START RECORDS FOR THE TASK

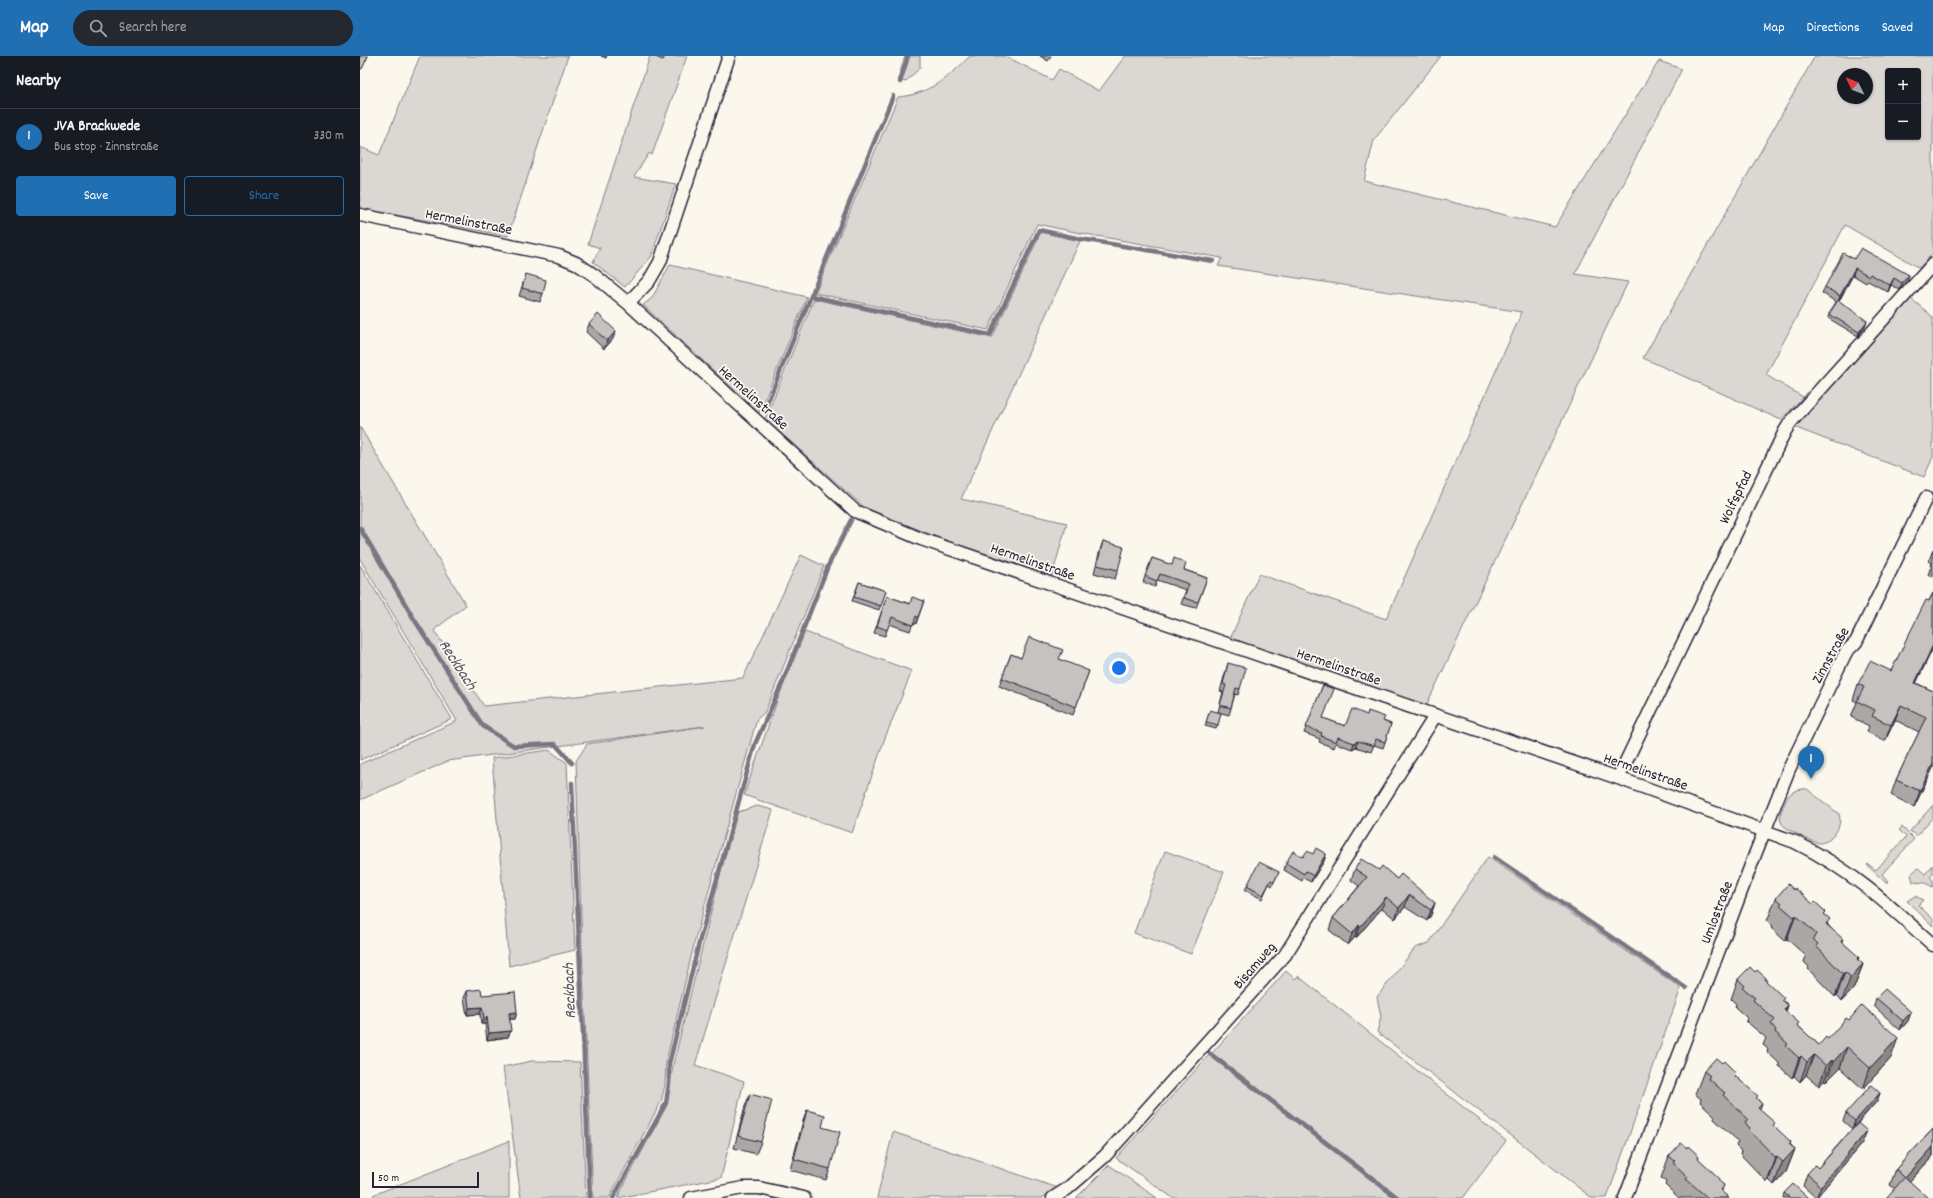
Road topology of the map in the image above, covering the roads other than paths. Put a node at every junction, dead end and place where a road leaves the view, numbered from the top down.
1 (729, 56) edge
2 (360, 215) edge
3 (1933, 264) edge
4 (628, 303) junction
5 (1926, 498) dead end
6 (1435, 716) junction
7 (1618, 778) junction
8 (1765, 830) junction
9 (1933, 946) edge
10 (691, 1198) edge
11 (804, 1198) edge
12 (1053, 1198) edge
13 (1625, 1198) edge

1 - 4 street
2 - 4 street, Hermelinstraße
3 - 7 street, Wolfspfad
4 - 6 street, Hermelinstraße
5 - 8 street, Zinnstraße
6 - 7 street, Hermelinstraße
6 - 12 street, Bisamweg
7 - 8 street, Hermelinstraße
8 - 9 street
8 - 13 street, Umlostraße
10 - 11 street

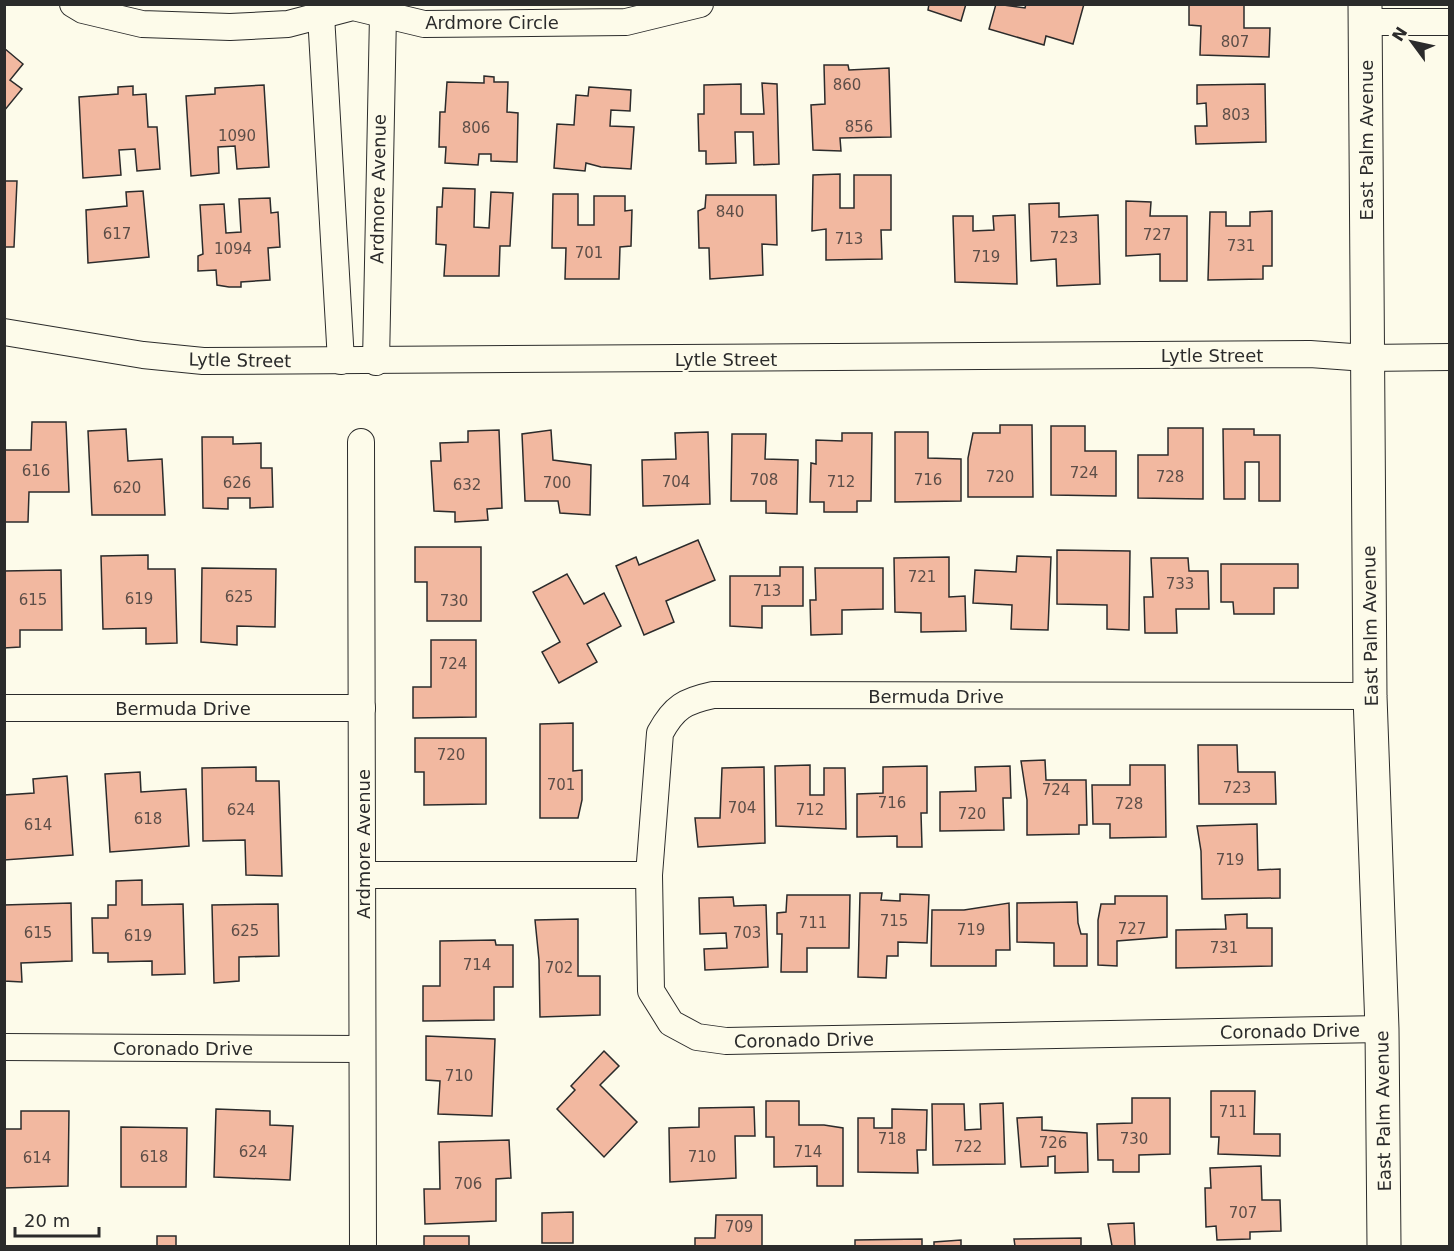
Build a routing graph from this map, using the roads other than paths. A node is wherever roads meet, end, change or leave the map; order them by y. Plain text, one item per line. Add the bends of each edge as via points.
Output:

END RECORDS FOR THE TASK

The answer is the whole listing above, written out verbatim, without its pictures.

• _ANSWER TO THE PROBLEM_:
Road topology of the map in the image above, covering the roads other than paths. Put a node at every junction, dead end and place where a road leaves the view, numbered from the top down.
1 (729, 56) edge
2 (360, 215) edge
3 (1933, 264) edge
4 (628, 303) junction
5 (1926, 498) dead end
6 (1435, 716) junction
7 (1618, 778) junction
8 (1765, 830) junction
9 (1933, 946) edge
10 (691, 1198) edge
11 (804, 1198) edge
12 (1053, 1198) edge
13 (1625, 1198) edge

1 - 4 street
2 - 4 street, Hermelinstraße
3 - 7 street, Wolfspfad
4 - 6 street, Hermelinstraße
5 - 8 street, Zinnstraße
6 - 7 street, Hermelinstraße
6 - 12 street, Bisamweg
7 - 8 street, Hermelinstraße
8 - 9 street
8 - 13 street, Umlostraße
10 - 11 street

Build a routing graph from this map, using the roads other than paths. A node is wherever roads meet, end, change or leave the map; order them by y. Plain text, one item per line. Add the bends of each edge as via points.
Output:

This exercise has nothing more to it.